E poi l’articolo 328, l’omissione di atti d’ufficio, perché non è stato indicato il porto di sbarco sicuro alla Guardia Costiera che lo ha chiesto dopo il salvataggio dei migranti. Catania è stato solo uno scalo tecnico.
E poi l’articolo 323, l’abuso d’ufficio, per avere violato, in almeno otto casi, le disposizioni della Convenzione europea dei diritti dell’uomo e altre norme internazionali, articoli della Costituzione Italiana e del Testo unico sull’immigrazione.
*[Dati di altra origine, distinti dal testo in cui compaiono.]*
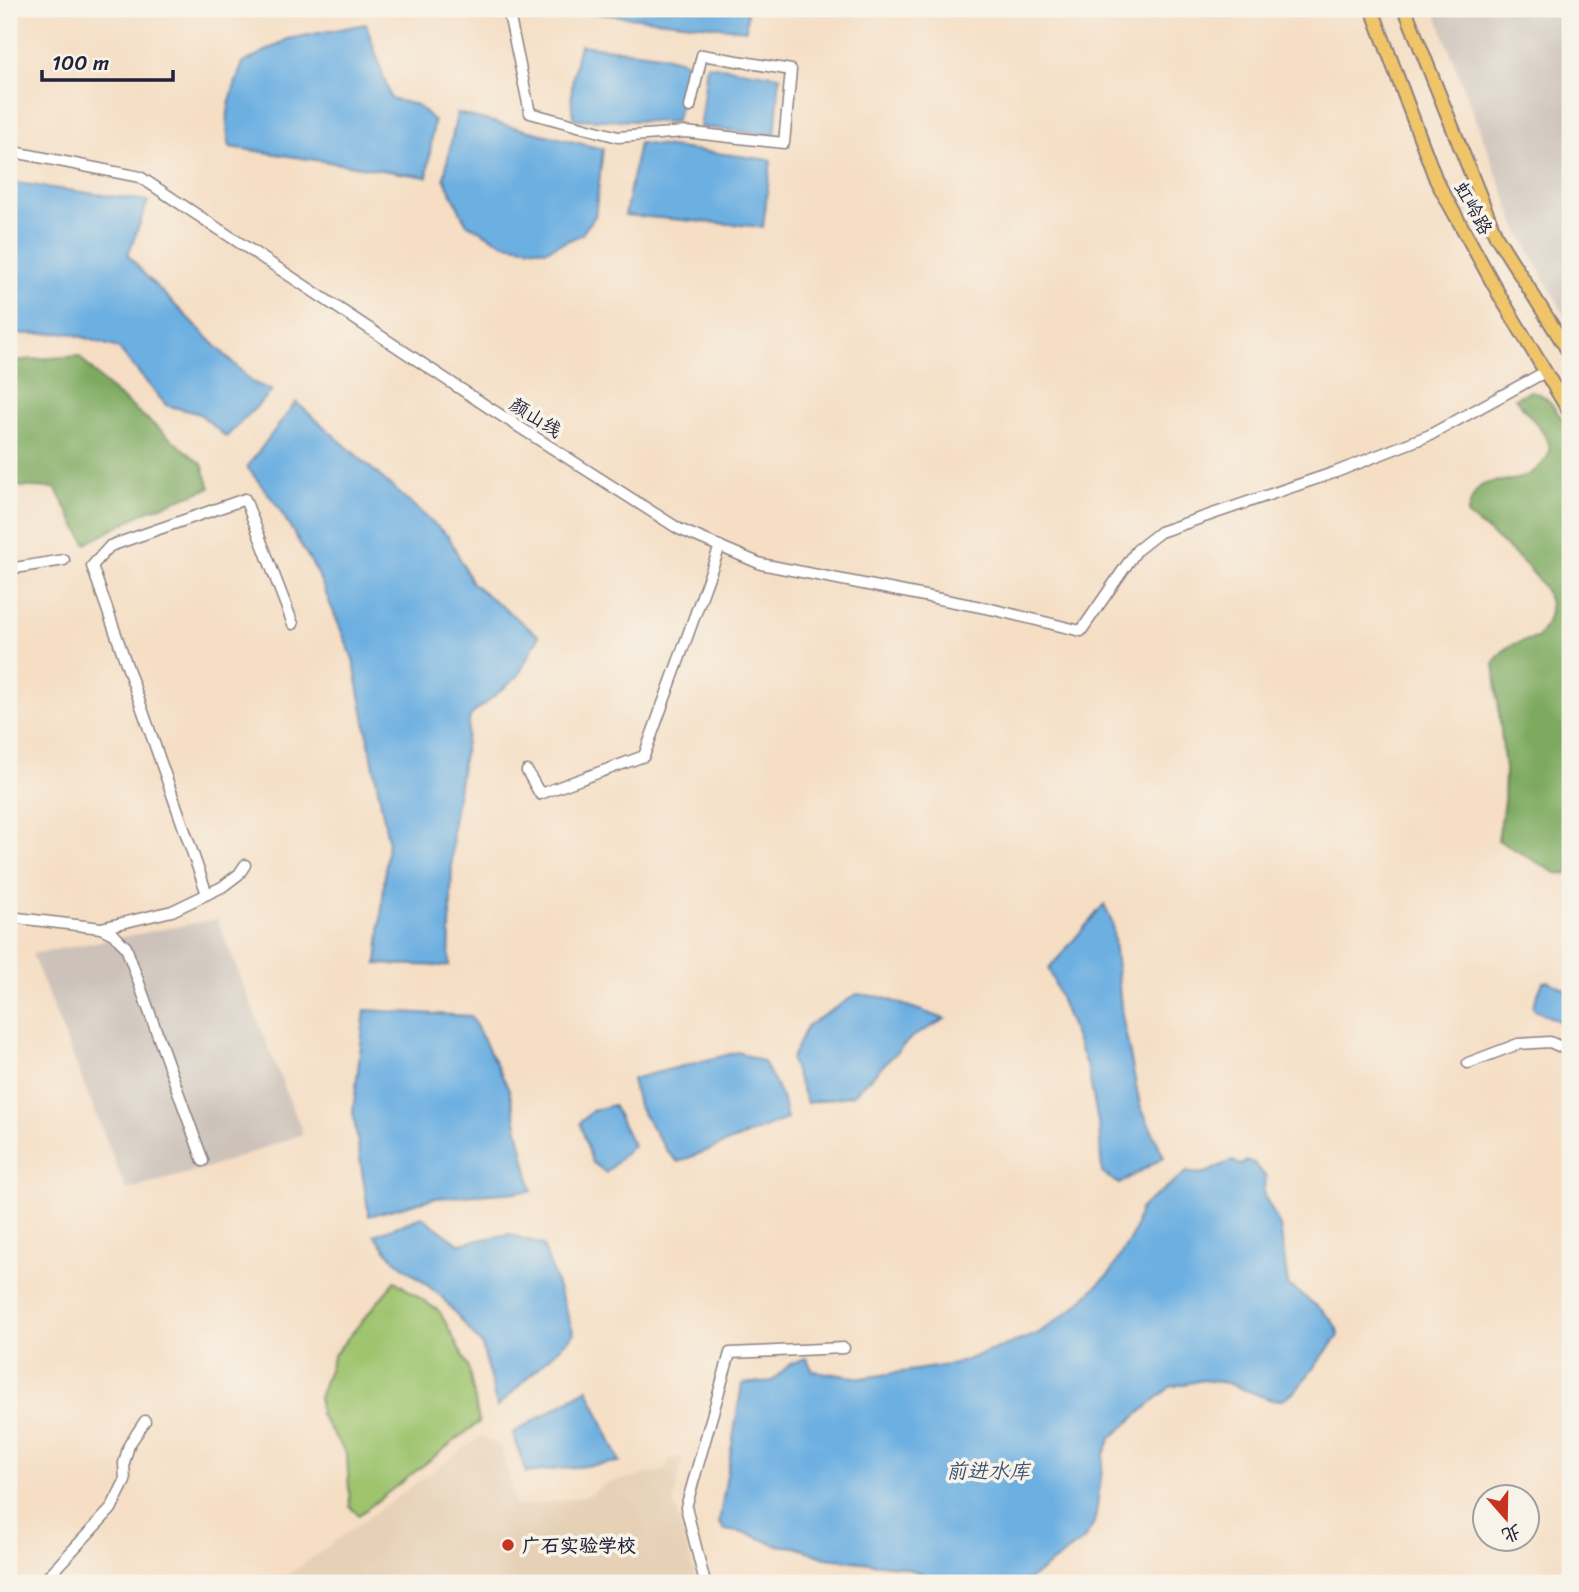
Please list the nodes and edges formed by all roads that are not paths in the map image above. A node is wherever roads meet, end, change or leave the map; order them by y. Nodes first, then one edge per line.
1 (508, 9) edge
2 (1372, 9) edge
3 (1405, 9) edge
4 (690, 107) dead end
5 (9, 151) edge
6 (1570, 354) edge
7 (1545, 372) junction
8 (1565, 397) edge
9 (1570, 413) edge
10 (719, 546) junction
11 (64, 560) dead end
12 (9, 569) edge
13 (293, 624) dead end
14 (527, 771) dead end
15 (245, 865) dead end
16 (206, 894) junction
17 (9, 917) edge
18 (101, 928) junction
19 (1570, 1051) edge
20 (1468, 1063) dead end
21 (204, 1161) dead end
22 (844, 1348) dead end
23 (145, 1421) dead end
24 (42, 1583) edge
25 (705, 1583) edge

1 - 4 street
2 - 7 main road, 虹岭路
3 - 6 main road, 虹岭路
5 - 10 street, 颜山线
7 - 8 main road, 虹岭路
7 - 10 street, 颜山线
8 - 9 main road, 虹岭路
10 - 14 street
11 - 12 street
13 - 16 street
15 - 16 street
16 - 18 street
17 - 18 street
18 - 21 street
19 - 20 street
22 - 25 street
23 - 24 street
E gli otto casi sono:
l’articolo 5 della Convenzione per la salvaguardia dei diritti dell’uomo: “Nessuno può essere privato della sua libertà”.
L’articolo 13 della Costituzione Italiana: “La libertà personale è inviolabile”.
L’articolo 10 comma 3 della Costituzione, che garantisce il diritto di asilo allo straniero al quale sia impedito nel suo paese l’effettivo esercizio delle libertà democratiche.
E poi la violazione del Regolamento di Dublino del 2013, che garantisce protezione internazionale ai minori non accompagnati e per le donne vittime di stupri.
E poi l’articolo 10 ter del Testo unico sull’immigrazione, secondo cui i migranti debbono essere tempestivamente informati del diritto all’asilo.
E poi la violazione dell’articolo 47 della legge 7 del 2017 che prevede il rilascio del permesso di soggiorno ai minori non accompagnati.
E poi la violazione dell’articolo 60 della Convenzione di Istanbul e l’articolo 7 del decreto legislativo 251 del 2007 che garantiscono la massima tutela per le donne che hanno subito violenza. E quindi le 11 donne dell’Eritrea violentate nei campi libici avrebbero avuto subito diritto allo status di rifugiati.